OPINION FILED JUNE 14, 1985.

THE PEOPLE OF THE STATE OF ILLINOIS, PLAINTIFF-APPELLEE,

v.

JOHN WILLIS, DEFENDANT-APPELLANT.



Appeal from the Circuit Court of Ogle County; the Hon. F. Lawrence Lenz, Judge, presiding. JUSTICE UNVERZAGT DELIVERED THE OPINION OF THE COURT:

The defendant, John Willis, appeals from an order of the circuit court of Ogle County denying his motion to withdraw his plea of guilty to the offense of burglary. (Ill. Rev. Stat. 1983, ch. 38, par. 19-1(a).) Defendant contends he is entitled to a new hearing on his motion to withdraw his guilty plea since he was represented at the original hearing by the same assistant public defender against whom he made specific allegations of inadequate representation. He requests that this court vacate the circuit court's order denying his motion and remand the cause for the appointment of counsel other than the public defender's office and a new hearing.

The defendant was charged by information with one count of burglary. At arraignment, he initially pleaded not guilty, but he later entered into a plea agreement with the State. A plea hearing was held, and the defendant was present in court, represented by his appointed public defender, Robert Chadwick. The State explained that under the terms of the agreement, the defendant would receive a sentence of five years' imprisonment in return for his plea, a statement of his involvement in the offense, and his cooperation in two cases in other counties. The State also promised that he would not be charged with offenses arising out of those other counties, and that agreement as to that from the other counties was in the process of being secured. In response to the trial judge's inquiry, the defendant stated he understood that the State's Attorney had no authority over cases in those other counties. The trial judge then ascertained from the defendant that all of the terms of the agreement had been stated, and that he understood his plea of guilty meant he gave up his right to trial by a judge or jury, his right to silence, to confront witnesses against him, and the presumption of innocence. Before the plea was accepted, the defendant told the court that, due to problems with his nerves, he was taking phenobarbitol and sleeping pills, and that he had taken a phenobarbitol that morning. He said the drugs did not affect his understanding of the proceedings.

The trial judge told the defendant that as the judge he was not bound by the agreement, and that a sentence of not less than three nor more than seven years could be imposed and, under certain circumstances, could be not less than seven years nor more than 14 years. In any case, the judge explained there would be a mandatory supervised release term of two years, and that a fine of not less than $1 nor more than $10,000 could be imposed.

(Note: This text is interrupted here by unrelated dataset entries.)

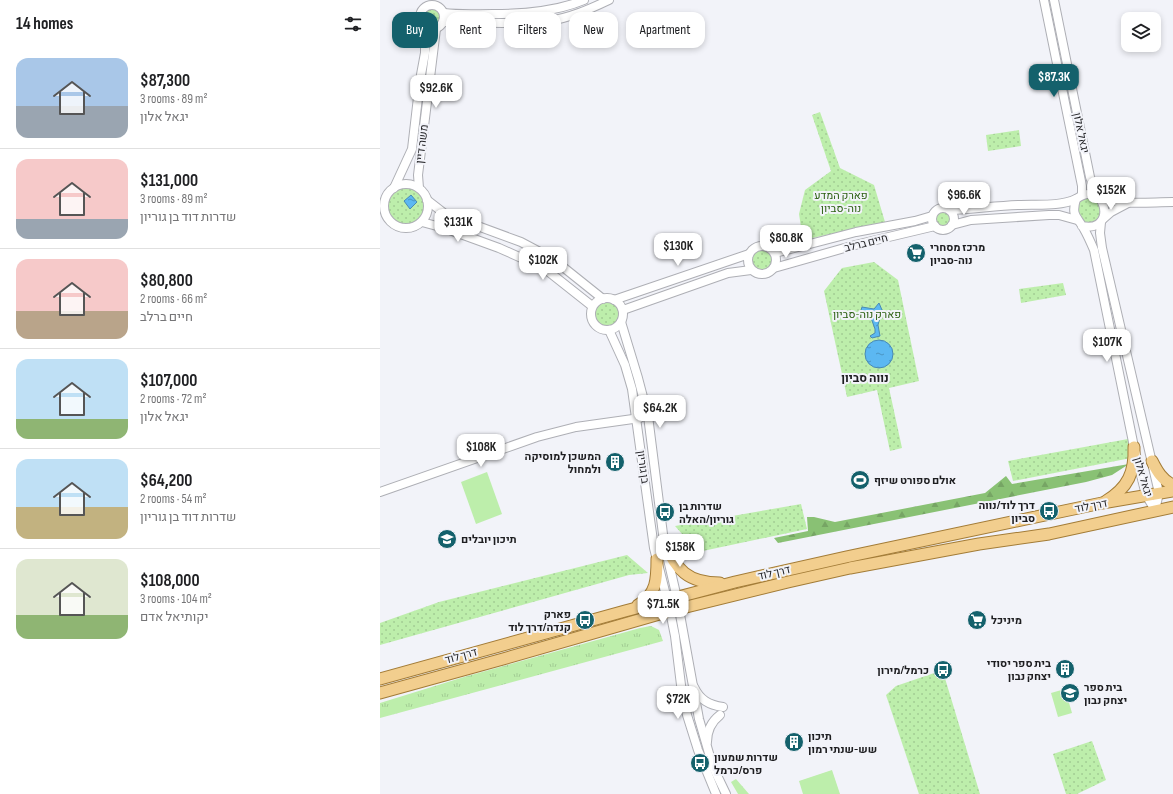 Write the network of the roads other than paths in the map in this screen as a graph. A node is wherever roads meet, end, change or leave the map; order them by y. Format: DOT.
graph roads {
  1 [pos="584,0"];
  2 [pos="609,0"];
  3 [pos="1044,0"];
  4 [pos="1054,0"];
  5 [pos="427,3"];
  6 [pos="436,3"];
  7 [pos="422,12"];
  8 [pos="444,13"];
  9 [pos="443,22"];
  10 [pos="438,28"];
  11 [pos="425,48"];
  12 [pos="434,48"];
  13 [pos="394,188"];
  14 [pos="419,188"];
  15 [pos="1098,196"];
  16 [pos="1079,197"];
  17 [pos="428,200"];
  18 [pos="1128,202"];
  19 [pos="1173,202"];
  20 [pos="950,210"];
  21 [pos="932,216"];
  22 [pos="1102,221"];
  23 [pos="422,222"];
  24 [pos="1079,223"];
  25 [pos="952,225"];
  26 [pos="935,226"];
  27 [pos="749,254"];
  28 [pos="775,254"];
  29 [pos="774,268"];
  30 [pos="751,270"];
  31 [pos="603,299"];
  32 [pos="614,300"];
  33 [pos="592,306"];
  34 [pos="623,310"];
  35 [pos="621,322"];
  36 [pos="609,330"];
  37 [pos="648,416"];
  38 [pos="636,418"];
  39 [pos="1134,447"];
  40 [pos="1152,461"];
  41 [pos="1173,485"];
  42 [pos="1173,491"];
  43 [pos="380,492"];
  44 [pos="1159,493"];
  45 [pos="1146,495"];
  46 [pos="1102,503"];
  47 [pos="1173,507"];
  48 [pos="1155,510"];
  49 [pos="664,542"];
  50 [pos="656,559"];
  51 [pos="735,582"];
  52 [pos="673,604"];
  53 [pos="625,611"];
  54 [pos="380,679"];
  55 [pos="692,683"];
  56 [pos="380,693"];
  57 [pos="707,748"];
  58 [pos="716,794"];
  59 [pos="726,794"];
  1 -- 8 [label="street"];
  2 -- 9 [label="street"];
  3 -- 16 [label="street, יגאל אלון"];
  4 -- 15 [label="street, יגאל אלון"];
  5 -- 6 [label="street"];
  5 -- 7 [label="street"];
  6 -- 8 [label="street"];
  8 -- 9 [label="street"];
  9 -- 10 [label="street"];
  11 -- 13 [label="street, משה דיין"];
  12 -- 14 [label="street, משה דיין"];
  13 -- 14 [label="street"];
  13 -- 23 [label="street"];
  14 -- 17 [label="street"];
  15 -- 16 [label="street"];
  15 -- 18 [label="street"];
  15 -- 22 [label="street"];
  16 -- 20 [label="street"];
  16 -- 24 [label="street"];
  17 -- 23 [label="street"];
  17 -- 31 [label="street"];
  18 -- 19 [label="street"];
  18 -- 22 [label="street"];
  20 -- 21 [label="street"];
  20 -- 25 [label="street"];
  21 -- 26 [label="street"];
  21 -- 28 [label="street, חיים ברלב"];
  22 -- 24 [label="street"];
  22 -- 40 [label="street, יגאל אלון"];
  23 -- 33 [label="street"];
  24 -- 25 [label="street"];
  24 -- 39 [label="street, יגאל אלון"];
  25 -- 26 [label="street"];
  26 -- 29 [label="street, חיים ברלב"];
  27 -- 28 [label="street"];
  27 -- 30 [label="street"];
  27 -- 32 [label="street"];
  28 -- 29 [label="street"];
  29 -- 30 [label="street"];
  30 -- 34 [label="street"];
  31 -- 32 [label="street"];
  31 -- 33 [label="street"];
  32 -- 34 [label="street"];
  33 -- 36 [label="street"];
  34 -- 35 [label="street"];
  35 -- 36 [label="street"];
  35 -- 37 [label="street"];
  36 -- 38 [label="street, בן גוריון"];
  37 -- 38 [label="street"];
  37 -- 49 [label="street"];
  38 -- 43 [label="street"];
  38 -- 50 [label="street, בן גוריון"];
  39 -- 45 [label="street, יגאל אלון"];
  39 -- 46 [label="main road"];
  40 -- 41 [label="main road"];
  40 -- 44 [label="street, יגאל אלון"];
  42 -- 44 [label="main road, דרך לוד"];
  44 -- 45 [label="main road, דרך לוד"];
  44 -- 48 [label="street, יגאל אלון"];
  45 -- 46 [label="main road, דרך לוד"];
  45 -- 48 [label="street, יגאל אלון"];
  46 -- 51 [label="main road, דרך לוד"];
  47 -- 48 [label="main road, דרך לוד"];
  48 -- 52 [label="main road, דרך לוד"];
  49 -- 51 [label="main road"];
  49 -- 52 [label="street"];
  50 -- 52 [label="street, בן גוריון"];
  50 -- 53 [label="main road"];
  51 -- 52 [label="main road, דרך לוד"];
  52 -- 53 [label="main road, דרך לוד"];
  52 -- 55 [label="street"];
  52 -- 56 [label="main road, דרך לוד"];
  52 -- 58 [label="street"];
  53 -- 54 [label="main road, דרך לוד"];
  55 -- 57 [label="street"];
  55 -- 57 [label="street"];
  57 -- 59 [label="street"];
} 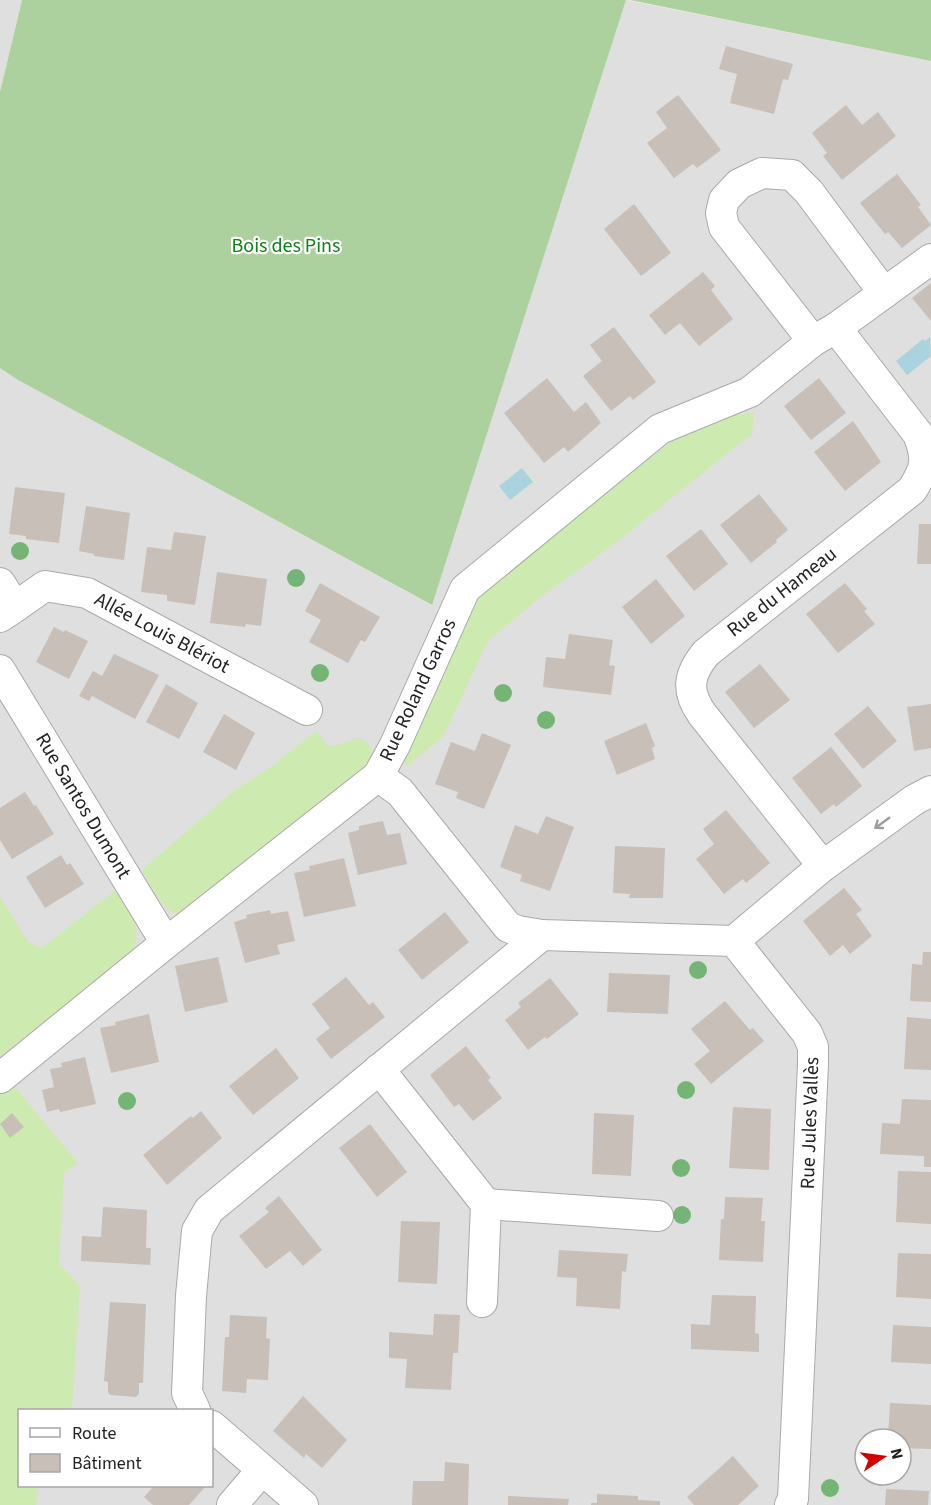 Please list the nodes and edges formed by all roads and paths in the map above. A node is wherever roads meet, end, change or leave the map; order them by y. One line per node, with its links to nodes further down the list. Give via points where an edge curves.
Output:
1 (931, 259): 2 (street, Rue Roland Garros)
2 (884, 293): 3 (street, Rue Roland Garros); 3 (street, Rue du Hameau, via 792,175 762,173 739,184 724,200 724,227)
3 (824, 334): 7 (street, Rue Roland Garros, via 750,392 660,429 465,589); 9 (street, Rue du Hameau, via 918,434 925,463 920,478 912,490 706,653 695,666 691,687 702,714)
4 (5, 602): 6 (street, Allée Louis Blériot, via 45,586 87,593)
5 (0, 670): 12 (street, Rue Santos Dumont)
6 (307, 710)
7 (378, 776): 10 (street, via 400,792 508,927); 12 (street, Rue Roland Garros)
8 (931, 791): 9 (street, one-way to 9)
9 (823, 866): 11 (street)
10 (542, 935): 11 (street); 13 (street)
11 (734, 941): 23 (street, Rue Jules Vallès, via 807,1033 813,1047 793,1499)
12 (166, 942): 14 (street, Rue Roland Garros)
13 (379, 1068): 15 (street); 18 (street, via 209,1210 197,1232 187,1393)
14 (0, 1078)
15 (486, 1204): 16 (street); 17 (street)
16 (658, 1216)
17 (482, 1302)
18 (195, 1409)
19 (213, 1427): 20 (street)
20 (262, 1470): 21 (street); 22 (street)
21 (232, 1505)
22 (303, 1505)
23 (789, 1505)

When the defendant indicated he understood, the trial judge accepted the plea, and the State presented the factual basis for the offense. The defendant testified that he and five others drove to Peters' Garage in Rochelle, Ogle County, on January 17, 1984. The defendant broke into the garage in order to take "money and stuff." The State then said it would also prove that James Peters was the owner of the garage and that he had not given permission to anyone except police officers to enter his garage.

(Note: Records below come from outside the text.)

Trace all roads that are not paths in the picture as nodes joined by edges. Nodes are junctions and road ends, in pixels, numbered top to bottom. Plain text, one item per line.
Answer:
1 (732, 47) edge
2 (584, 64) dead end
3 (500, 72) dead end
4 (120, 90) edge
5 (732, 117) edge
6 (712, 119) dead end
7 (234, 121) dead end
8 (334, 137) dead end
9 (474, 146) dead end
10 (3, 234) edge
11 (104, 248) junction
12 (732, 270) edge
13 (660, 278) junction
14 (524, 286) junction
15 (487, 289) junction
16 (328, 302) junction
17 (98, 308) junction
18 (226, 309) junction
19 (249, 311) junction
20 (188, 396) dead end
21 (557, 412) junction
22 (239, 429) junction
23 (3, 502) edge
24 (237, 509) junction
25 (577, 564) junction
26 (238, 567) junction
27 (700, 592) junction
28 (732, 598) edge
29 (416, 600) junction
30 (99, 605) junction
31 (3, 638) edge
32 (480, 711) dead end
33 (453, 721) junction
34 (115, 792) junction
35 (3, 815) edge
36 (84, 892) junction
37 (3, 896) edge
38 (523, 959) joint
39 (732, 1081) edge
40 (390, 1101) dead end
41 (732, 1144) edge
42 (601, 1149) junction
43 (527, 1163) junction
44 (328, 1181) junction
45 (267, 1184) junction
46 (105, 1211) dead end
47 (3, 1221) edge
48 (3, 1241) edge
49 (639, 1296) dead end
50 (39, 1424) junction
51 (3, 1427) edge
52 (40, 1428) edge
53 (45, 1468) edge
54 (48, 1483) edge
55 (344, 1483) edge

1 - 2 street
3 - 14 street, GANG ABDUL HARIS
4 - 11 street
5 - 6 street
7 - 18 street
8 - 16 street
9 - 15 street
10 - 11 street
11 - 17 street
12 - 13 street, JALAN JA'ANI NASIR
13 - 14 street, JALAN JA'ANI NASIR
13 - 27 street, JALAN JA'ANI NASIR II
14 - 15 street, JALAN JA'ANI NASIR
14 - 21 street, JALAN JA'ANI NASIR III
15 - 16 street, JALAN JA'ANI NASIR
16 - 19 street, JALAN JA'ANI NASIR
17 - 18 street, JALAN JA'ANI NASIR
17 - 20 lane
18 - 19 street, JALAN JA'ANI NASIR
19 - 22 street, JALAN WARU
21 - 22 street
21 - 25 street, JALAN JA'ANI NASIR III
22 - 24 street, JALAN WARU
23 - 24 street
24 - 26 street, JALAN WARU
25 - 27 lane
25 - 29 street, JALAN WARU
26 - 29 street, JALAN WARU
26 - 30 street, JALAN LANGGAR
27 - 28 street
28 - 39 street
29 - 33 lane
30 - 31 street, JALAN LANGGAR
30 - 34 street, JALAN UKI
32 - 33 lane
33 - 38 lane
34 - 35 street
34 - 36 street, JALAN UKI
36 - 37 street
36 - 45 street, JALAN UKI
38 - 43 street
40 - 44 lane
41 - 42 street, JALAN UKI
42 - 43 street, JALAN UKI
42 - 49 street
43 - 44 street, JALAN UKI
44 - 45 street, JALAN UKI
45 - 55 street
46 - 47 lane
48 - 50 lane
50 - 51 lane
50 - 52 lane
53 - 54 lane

The trial judge then asked for evidence of the defendant's criminal history. The State indicated that although it had some difficulty obtaining the information, a "fairly accurate criminal history of the defendant" showed a 1981 conviction for felony theft and violation of bail bond, a 1982 conviction for possession of a stolen vehicle, and another felony theft conviction in eight counts for which he received a term in the Department of Corrections. The defendant stated he "never stole no vehicle," and that he was in Cook County jail in March of 1982 for bond jumping. He could not recall what the underlying charge was, but he and his brothers had some cases pending for which they received probation, but he got a 4 1/2-year term in the Department of Corrections. In mitigation, defense counsel stated the defendant had been very cooperative with the authorities, and had cooperated in a number of matters being resolved.

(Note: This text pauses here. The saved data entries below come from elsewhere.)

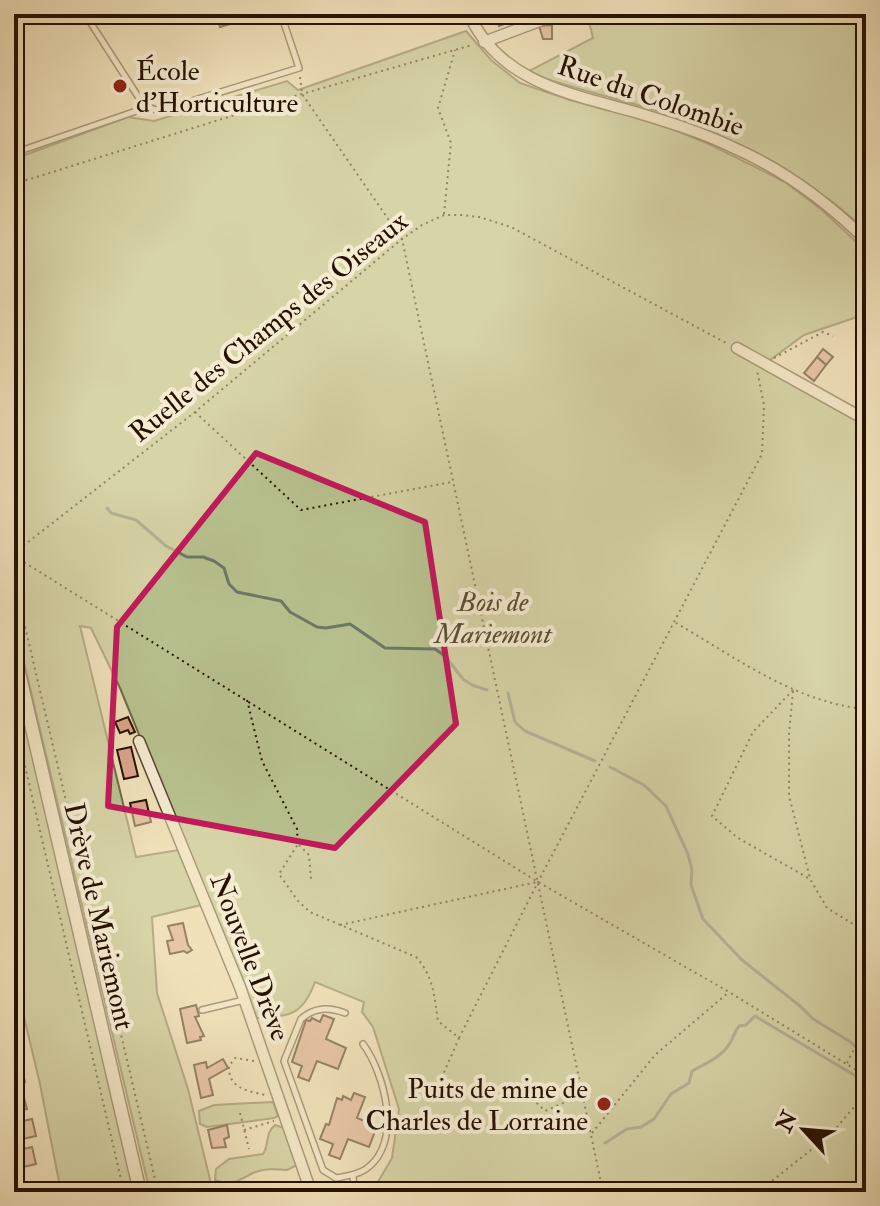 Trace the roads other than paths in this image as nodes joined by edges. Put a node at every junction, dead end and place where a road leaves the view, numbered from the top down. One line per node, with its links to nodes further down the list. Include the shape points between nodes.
1 (85, 14): 6 (lane)
2 (281, 14): 6 (lane, via 299,68 165,110)
3 (469, 14): 5 (street, Rue du Colombie)
4 (558, 14): 5 (street)
5 (484, 42): 8 (street, Rue du Colombie, via 524,74 562,92 694,130 773,166)
6 (148, 107): 7 (lane)
7 (14, 153)
8 (866, 240)
9 (737, 348): 10 (street)
10 (866, 420)
11 (14, 651): 18 (street, Drève de Mariemont)
12 (139, 741): 13 (street, Nouvelle Drève)
13 (244, 1000): 14 (lane); 19 (street, Nouvelle Drève)
14 (202, 1010)
15 (345, 1013): 17 (lane, via 328,1007 305,1015 284,1061 323,1170 336,1178)
16 (363, 1044): 17 (lane, via 380,1075 386,1128 378,1156)
17 (353, 1175): 20 (lane)
18 (140, 1192)
19 (311, 1192)
20 (354, 1192)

The trial judge then found the defendant guilty of burglary, and sentenced him to five years in the Department of Corrections. Pursuant to Supreme Court Rule 605(b) (87 Ill.2d R. 605(b)), the trial court admonished the defendant that prior to taking any appeal from his order, he must file within 30 days a written motion requesting leave to withdraw the guilty plea and that the trial court vacate the order entered; that he had the right to have an attorney help prepare the motion and that, if indigent, and he so requested, the court would appoint an attorney to help him prepare the motion; that he had a right to a copy of the report of proceedings, without cost if he could not afford to pay for it; that if the court allowed the plea to be withdrawn and the order vacated, the cause would proceed to trial; and that any charges agreed to be dismissed could be reinstated and set for trial. The trial court neglected to admonish the defendant that his motion to withdraw should include the grounds for the motion (87 Ill.2d R. 605(b)(2)), and that any issue or claim of error not raised in the motion would be deemed waived (87 Ill.2d R. 605(b)(6)).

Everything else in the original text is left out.